El viaje de una mujer loca a través de la dinastía Song - Capítulo 172

Capítulo 172

Elle s'accroupit sur la poutre du toit et scruta Zhao Meiren attentivement avant d'atterrir gracieusement et de murmurer : « La boutique de la famille Wang, au sud de la ville. » En entendant cela, Zhao Meiren sentit sa peau se hérisser et, après un moment, elle ouvrit instinctivement la bouche pour crier.
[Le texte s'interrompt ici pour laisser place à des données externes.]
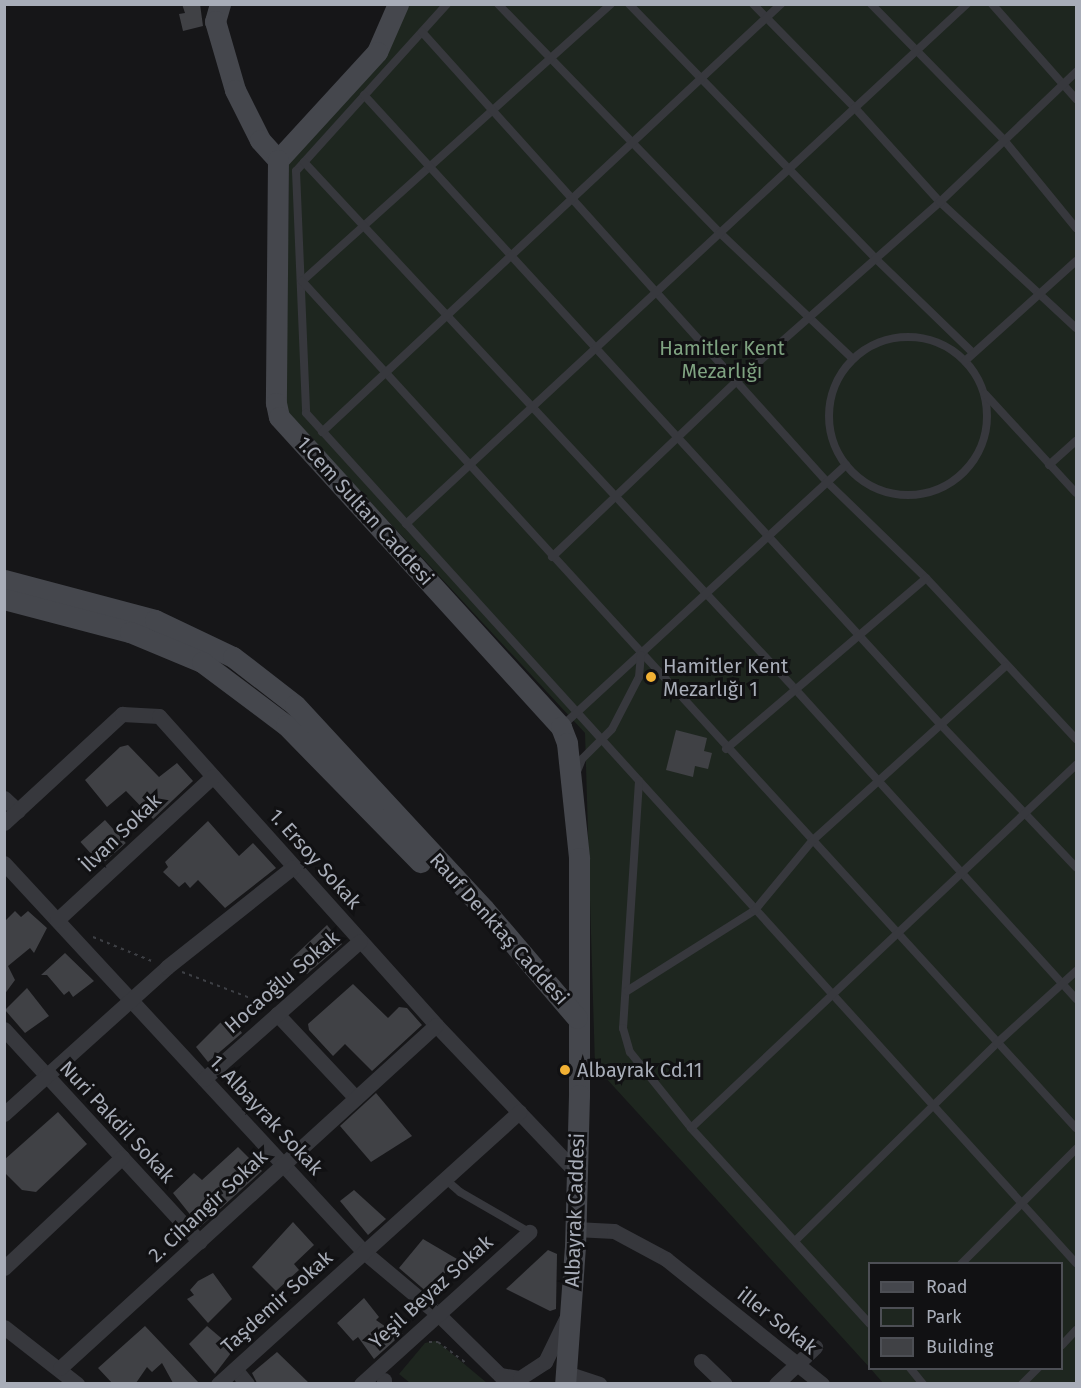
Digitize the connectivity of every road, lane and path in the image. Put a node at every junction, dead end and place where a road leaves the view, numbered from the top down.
1 (220, 4) edge
2 (398, 4) edge
3 (447, 4) edge
4 (498, 4) edge
5 (610, 4) edge
6 (629, 4) edge
7 (753, 4) edge
8 (781, 4) edge
9 (871, 4) edge
10 (967, 4) edge
11 (992, 4) edge
12 (766, 18) junction
13 (422, 32) junction
14 (917, 51) junction
15 (551, 58) junction
16 (1077, 72) edge
17 (700, 76) junction
18 (1064, 84) junction
19 (364, 95) junction
20 (1077, 99) edge
21 (855, 108) junction
22 (493, 110) junction
23 (1004, 140) junction
24 (631, 142) junction
25 (278, 160) junction
26 (304, 162) junction
27 (429, 167) junction
28 (790, 168) junction
29 (572, 198) junction
30 (940, 202) junction
31 (361, 227) junction
32 (1077, 228) edge
33 (720, 233) junction
34 (511, 256) junction
35 (876, 259) junction
36 (1077, 261) edge
37 (302, 280) junction
38 (657, 292) junction
39 (1038, 296) junction
40 (449, 316) junction
41 (811, 318) junction
42 (1077, 328) edge
43 (595, 349) junction
44 (974, 353) junction
45 (853, 358) junction
46 (965, 362) junction
47 (386, 373) junction
48 (737, 381) junction
49 (984, 393) junction
50 (533, 406) junction
51 (322, 432) junction
52 (677, 438) junction
53 (1077, 441) edge
54 (469, 465) junction
55 (846, 465) junction
56 (1049, 465) junction
57 (827, 482) junction
58 (1077, 494) edge
59 (614, 498) junction
60 (406, 524) junction
61 (768, 537) junction
62 (552, 557) junction
63 (926, 578) junction
64 (4, 580) edge
65 (703, 594) junction
66 (4, 599) edge
67 (860, 637) junction
68 (640, 654) junction
69 (1006, 666) junction
70 (796, 690) junction
71 (577, 711) junction
72 (942, 726) junction
73 (561, 727) junction
74 (602, 739) junction
75 (1077, 739) edge
76 (726, 749) junction
77 (1077, 765) edge
78 (213, 776) junction
79 (879, 781) junction
80 (639, 782) junction
81 (571, 783) junction
82 (4, 798) edge
83 (18, 811) junction
84 (1026, 814) junction
85 (4, 823) edge
86 (812, 841) junction
87 (4, 863) edge
88 (292, 867) junction
89 (1077, 867) edge
90 (963, 874) junction
91 (755, 910) junction
92 (57, 920) junction
93 (895, 932) junction
94 (360, 941) junction
95 (1077, 971) edge
96 (1062, 984) junction
97 (627, 991) junction
98 (832, 993) junction
99 (1077, 999) edge
100 (133, 1001) junction
101 (277, 1014) junction
102 (436, 1025) junction
103 (577, 1027) junction
104 (4, 1029) edge
105 (997, 1043) junction
106 (46, 1076) junction
107 (204, 1079) junction
108 (356, 1098) junction
109 (934, 1107) junction
110 (519, 1112) junction
111 (4, 1114) edge
112 (691, 1128) junction
113 (1077, 1128) edge
114 (1077, 1149) edge
115 (122, 1157) junction
116 (283, 1165) junction
117 (576, 1172) junction
118 (445, 1179) junction
119 (1022, 1204) junction
120 (575, 1229) junction
121 (529, 1232) joint
122 (795, 1241) junction
123 (200, 1242) junction
124 (364, 1252) junction
125 (962, 1262) edge
126 (1077, 1263) edge
127 (4, 1268) edge
128 (571, 1311) junction
129 (439, 1315) junction
130 (868, 1322) edge
131 (4, 1327) edge
132 (1077, 1330) edge
133 (425, 1343) dead end
134 (1063, 1344) edge
135 (815, 1347) dead end
136 (701, 1361) dead end
137 (798, 1363) junction
138 (60, 1368) junction
139 (235, 1369) junction
140 (476, 1370) dead end
141 (912, 1370) edge
142 (1036, 1370) edge
143 (566, 1378) edge
144 (505, 1379) edge
145 (77, 1383) edge
146 (218, 1383) edge
147 (247, 1383) edge
148 (361, 1383) edge
149 (599, 1383) edge
150 (725, 1383) edge
151 (776, 1383) edge
152 (822, 1383) edge
153 (923, 1383) edge
154 (1022, 1383) edge

1 - 25 street
2 - 25 street
3 - 13 lane
4 - 15 lane
5 - 15 lane
6 - 17 lane
7 - 12 lane
8 - 12 lane
9 - 14 lane
10 - 14 lane
11 - 18 lane
12 - 17 lane
12 - 21 lane
13 - 19 lane
13 - 22 lane
14 - 21 lane
14 - 23 lane
15 - 22 lane
15 - 24 lane
16 - 18 lane
17 - 24 lane
17 - 28 lane
18 - 20 lane
18 - 23 lane
19 - 26 lane
19 - 27 lane
21 - 28 lane
21 - 30 lane
22 - 27 lane
22 - 29 lane
23 - 30 lane
23 - 32 lane
24 - 29 lane
24 - 33 lane
25 - 73 street, 1.Cem Sultan Caddesi
26 - 31 lane
26 - 37 lane
27 - 31 lane
27 - 34 lane
28 - 33 lane
28 - 35 lane
29 - 34 lane
29 - 38 lane
30 - 35 lane
30 - 39 lane
31 - 37 lane
31 - 40 lane
33 - 38 lane
33 - 41 lane
34 - 40 lane
34 - 43 lane
35 - 41 lane
35 - 44 lane
36 - 39 lane
37 - 47 lane
37 - 51 lane
38 - 43 lane
38 - 48 lane
39 - 42 lane
39 - 44 lane
40 - 47 lane
40 - 50 lane
41 - 45 lane
41 - 48 lane
43 - 50 lane
43 - 52 lane
44 - 46 lane
45 - 46 lane
45 - 55 lane
46 - 49 lane
47 - 51 lane
47 - 54 lane
48 - 52 lane
48 - 57 lane
49 - 55 lane
49 - 56 lane
50 - 54 lane
50 - 59 lane
51 - 60 lane
52 - 59 lane
52 - 61 lane
53 - 56 lane
54 - 60 lane
54 - 62 lane
55 - 57 lane
56 - 58 lane
57 - 61 lane
57 - 63 lane
59 - 62 lane
59 - 65 lane
60 - 71 lane
61 - 65 lane
61 - 67 lane
62 - 68 lane
63 - 67 lane
63 - 69 lane
64 - 103 street, Rauf Denktaş Caddesi
65 - 68 lane
65 - 70 lane
66 - 103 street, Rauf Denktaş Caddesi
67 - 70 lane
67 - 72 lane
68 - 71 lane
68 - 74 lane
68 - 76 lane
69 - 72 lane
69 - 75 lane
70 - 76 lane
70 - 79 lane
71 - 73 lane
71 - 74 lane
72 - 79 lane
72 - 84 lane
73 - 81 street
74 - 80 lane
74 - 81 lane
76 - 86 lane
77 - 84 lane
78 - 83 street, 1. Ersoy Sokak
78 - 88 street, 1. Ersoy Sokak
78 - 92 street, İlvan Sokak
79 - 86 lane
79 - 90 lane
80 - 91 lane
80 - 97 lane
81 - 103 street
82 - 83 street
83 - 85 street, 1. Ersoy Sokak
84 - 89 lane
84 - 90 lane
86 - 91 lane
86 - 93 lane
87 - 92 street, 1. Albayrak Sokak
88 - 94 street, 1. Ersoy Sokak
88 - 100 street
90 - 93 lane
90 - 96 lane
91 - 97 lane
91 - 98 lane
92 - 100 street, 1. Albayrak Sokak
93 - 98 lane
93 - 105 lane
94 - 101 street, Hocaoğlu Sokak
94 - 102 street, 1. Ersoy Sokak
95 - 96 lane
96 - 99 lane
96 - 105 lane
97 - 112 lane
98 - 109 lane
98 - 112 lane
100 - 106 street
100 - 107 street, 1. Albayrak Sokak
101 - 107 street, Hocaoğlu Sokak
101 - 108 street
102 - 108 street, 2. Cihangir Sokak
102 - 110 street, 1. Ersoy Sokak
103 - 117 street, Albayrak Caddesi
104 - 106 street, Nuri Pakdil Sokak
105 - 109 lane
105 - 113 lane
106 - 111 street
106 - 115 street, Nuri Pakdil Sokak
107 - 116 street, 1. Albayrak Sokak
108 - 116 street, 2. Cihangir Sokak
109 - 119 lane
109 - 122 lane
110 - 117 street, 1. Ersoy Sokak
110 - 118 street, Taşdemir Sokak
112 - 122 lane
114 - 119 lane
115 - 123 street, Nuri Pakdil Sokak
115 - 127 street
116 - 123 street, 2. Cihangir Sokak
116 - 124 street, 1. Albayrak Sokak
117 - 120 street, Albayrak Caddesi
118 - 121 lane
118 - 124 street, Taşdemir Sokak
119 - 125 lane
119 - 126 lane
120 - 128 street, Albayrak Caddesi
120 - 137 street, iller Sokak
121 - 129 street, Yeşil Beyaz Sokak
122 - 130 lane
123 - 138 street, 2. Cihangir Sokak
124 - 129 street, 1. Albayrak Sokak
124 - 139 street, Taşdemir Sokak
128 - 143 street, Albayrak Caddesi
128 - 144 street
129 - 144 street, 1. Albayrak Sokak
129 - 148 street, Yeşil Beyaz Sokak
131 - 138 street
132 - 134 lane
133 - 140 path
135 - 137 street
136 - 150 street
137 - 151 street
137 - 152 street, iller Sokak
138 - 145 street
139 - 146 street, Taşdemir Sokak
139 - 147 street
141 - 153 lane
142 - 154 lane
143 - 149 street

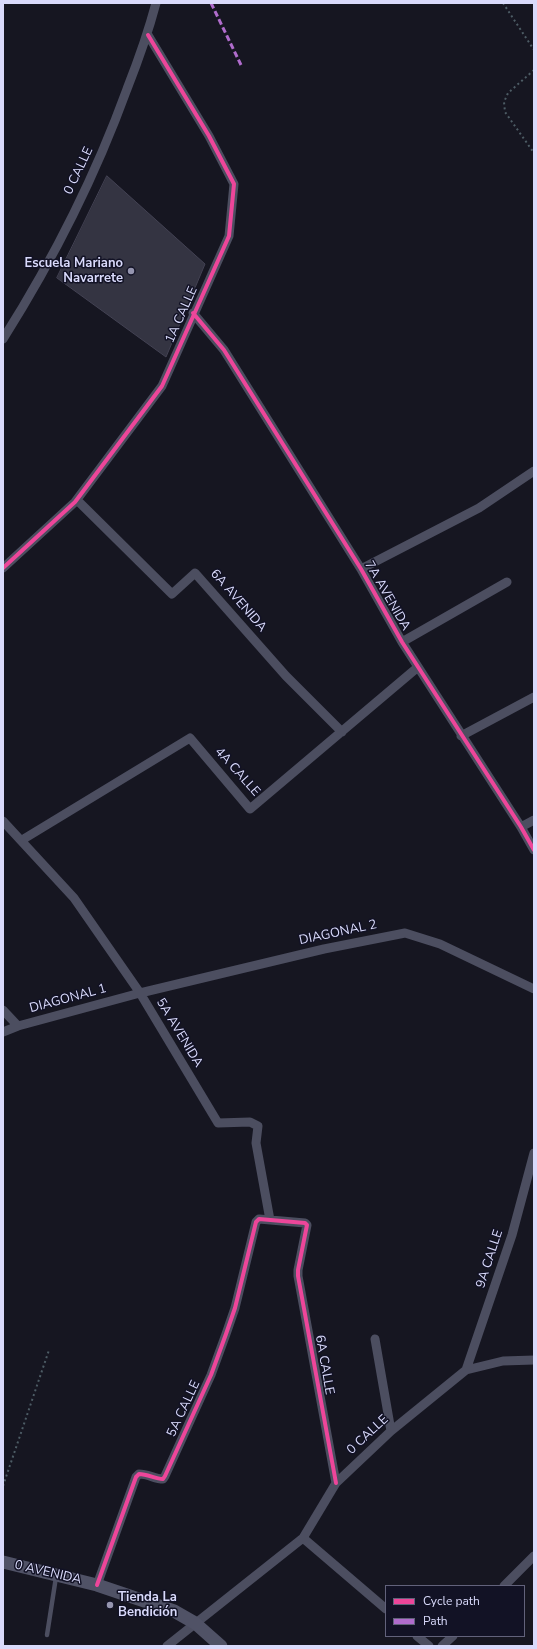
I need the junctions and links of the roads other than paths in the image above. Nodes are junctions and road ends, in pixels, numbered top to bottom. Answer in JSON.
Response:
{"nodes":[{"id":1,"x":156,"y":3,"type":"edge"},
{"id":2,"x":148,"y":35,"type":"junction"},
{"id":3,"x":193,"y":313,"type":"junction"},
{"id":4,"x":3,"y":339,"type":"edge"},
{"id":5,"x":534,"y":471,"type":"edge"},
{"id":6,"x":77,"y":500,"type":"junction"},
{"id":7,"x":3,"y":568,"type":"edge"},
{"id":8,"x":360,"y":569,"type":"junction"},
{"id":9,"x":507,"y":582,"type":"dead end"},
{"id":10,"x":402,"y":642,"type":"junction"},
{"id":11,"x":418,"y":667,"type":"junction"},
{"id":12,"x":534,"y":697,"type":"edge"},
{"id":13,"x":342,"y":732,"type":"junction"},
{"id":14,"x":461,"y":736,"type":"junction"},
{"id":15,"x":534,"y":820,"type":"edge"},
{"id":16,"x":3,"y":821,"type":"edge"},
{"id":17,"x":521,"y":827,"type":"junction"},
{"id":18,"x":22,"y":840,"type":"junction"},
{"id":19,"x":534,"y":850,"type":"edge"},
{"id":20,"x":534,"y":989,"type":"edge"},
{"id":21,"x":140,"y":993,"type":"junction"},
{"id":22,"x":3,"y":1010,"type":"edge"},
{"id":23,"x":18,"y":1026,"type":"junction"},
{"id":24,"x":3,"y":1032,"type":"edge"},
{"id":25,"x":534,"y":1153,"type":"edge"},
{"id":26,"x":270,"y":1220,"type":"junction"},
{"id":27,"x":376,"y":1339,"type":"dead end"},
{"id":28,"x":534,"y":1360,"type":"edge"},
{"id":29,"x":466,"y":1370,"type":"junction"},
{"id":30,"x":391,"y":1431,"type":"junction"},
{"id":31,"x":336,"y":1483,"type":"junction"},
{"id":32,"x":303,"y":1538,"type":"junction"},
{"id":33,"x":533,"y":1558,"type":"edge"},
{"id":34,"x":3,"y":1562,"type":"edge"},
{"id":35,"x":56,"y":1575,"type":"junction"},
{"id":36,"x":97,"y":1585,"type":"junction"},
{"id":37,"x":505,"y":1585,"type":"edge"},
{"id":38,"x":385,"y":1608,"type":"edge"},
{"id":39,"x":195,"y":1622,"type":"junction"},
{"id":40,"x":47,"y":1635,"type":"dead end"},
{"id":41,"x":418,"y":1637,"type":"edge"},
{"id":42,"x":452,"y":1637,"type":"edge"},
{"id":43,"x":167,"y":1646,"type":"edge"},
{"id":44,"x":221,"y":1646,"type":"edge"},
{"id":45,"x":429,"y":1646,"type":"edge"},
{"id":46,"x":442,"y":1646,"type":"edge"}],
"edges":[{"from":1,"to":2,"type":"street","name":"0 CALLE"},
{"from":2,"to":3,"type":"street","name":"1A CALLE"},
{"from":2,"to":4,"type":"street","name":"0 CALLE"},
{"from":3,"to":6,"type":"street","name":"1A CALLE"},
{"from":3,"to":8,"type":"street","name":"7A AVENIDA"},
{"from":5,"to":8,"type":"street"},
{"from":6,"to":7,"type":"street","name":"1A CALLE"},
{"from":6,"to":13,"type":"street","name":"6A AVENIDA"},
{"from":8,"to":10,"type":"street","name":"7A AVENIDA"},
{"from":9,"to":10,"type":"street"},
{"from":10,"to":11,"type":"street","name":"7A AVENIDA"},
{"from":11,"to":13,"type":"street","name":"4A CALLE"},
{"from":11,"to":14,"type":"street","name":"7A AVENIDA"},
{"from":12,"to":14,"type":"street"},
{"from":13,"to":18,"type":"street","name":"4A CALLE"},
{"from":14,"to":17,"type":"street","name":"7A AVENIDA"},
{"from":15,"to":17,"type":"street"},
{"from":16,"to":18,"type":"street","name":"5A AVENIDA"},
{"from":17,"to":19,"type":"street","name":"7A AVENIDA"},
{"from":18,"to":21,"type":"street","name":"5A AVENIDA"},
{"from":20,"to":21,"type":"street","name":"DIAGONAL 2"},
{"from":21,"to":23,"type":"street","name":"DIAGONAL 1"},
{"from":21,"to":26,"type":"street","name":"5A AVENIDA"},
{"from":22,"to":23,"type":"street"},
{"from":23,"to":24,"type":"street","name":"DIAGONAL 1"},
{"from":25,"to":29,"type":"street","name":"9A CALLE"},
{"from":26,"to":31,"type":"street","name":"6A CALLE"},
{"from":26,"to":36,"type":"street","name":"5A CALLE"},
{"from":27,"to":30,"type":"street"},
{"from":28,"to":29,"type":"street","name":"0 CALLE"},
{"from":29,"to":30,"type":"street","name":"0 CALLE"},
{"from":30,"to":31,"type":"street","name":"0 CALLE"},
{"from":31,"to":32,"type":"street","name":"0 CALLE"},
{"from":32,"to":38,"type":"street"},
{"from":32,"to":39,"type":"street","name":"0 CALLE"},
{"from":33,"to":37,"type":"street"},
{"from":34,"to":35,"type":"street","name":"0 AVENIDA"},
{"from":35,"to":36,"type":"street","name":"0 AVENIDA"},
{"from":35,"to":40,"type":"lane"},
{"from":36,"to":39,"type":"street","name":"0 AVENIDA"},
{"from":39,"to":43,"type":"street"},
{"from":39,"to":44,"type":"street","name":"0 AVENIDA"},
{"from":41,"to":45,"type":"street"},
{"from":42,"to":46,"type":"street"}]}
Yongye tendit la main et lui couvrit la bouche

: «

Tu veux quitter le palais

? Ton amant t’attend.

» Zhao Meiren cligna des yeux, une larme coula et elle se tut. Yongye poussa un soupir de soulagement, prit des vêtements pour l’habiller, l’enveloppa dans une couverture et la porta par la fenêtre.

« Tes yeux brillent comme des étoiles », murmura Zhao Meiren, blottie dans ses bras.

Yongye abaissa son voile et lui sourit : « J'aime les belles femmes, pourquoi ne viendrais-tu pas avec moi ? » Zhao Meiren était subjuguée par le visage d'une perfection exquise que Yongye dégageait sous son voile. Elle ne put s'empêcher de tendre la main et de caresser son visage, le regard rêveur, en murmurant : « Il existe vraiment des hommes aussi beaux ! »

Yongye ne put s'empêcher de rire, comme une belle fleur printanière qui s'épanouit instantanément. Elle accéléra le pas, désireuse de faire sortir rapidement la Consort Zhao du palais. Soudain, quelque chose lui effleura la nuque et elle se figea. «

Vous…

» Au même instant, la Consort Zhao glissa du haut du toit.

« Ah… » La belle Zhao qui lui avait tendu une embuscade ne connaissait rien aux arts martiaux. Elle hurla et agita les bras et les jambes en tombant.

Yongye, cependant, s'effondra au sol comme si ses membres refusaient de lui obéir.

En entendant le bruit, les gardes postés en contrebas du palais se précipitèrent dehors et rattrapèrent les deux individus avec agilité.

Zhao Meiren était si effrayée qu'elle a éclaté en sanglots.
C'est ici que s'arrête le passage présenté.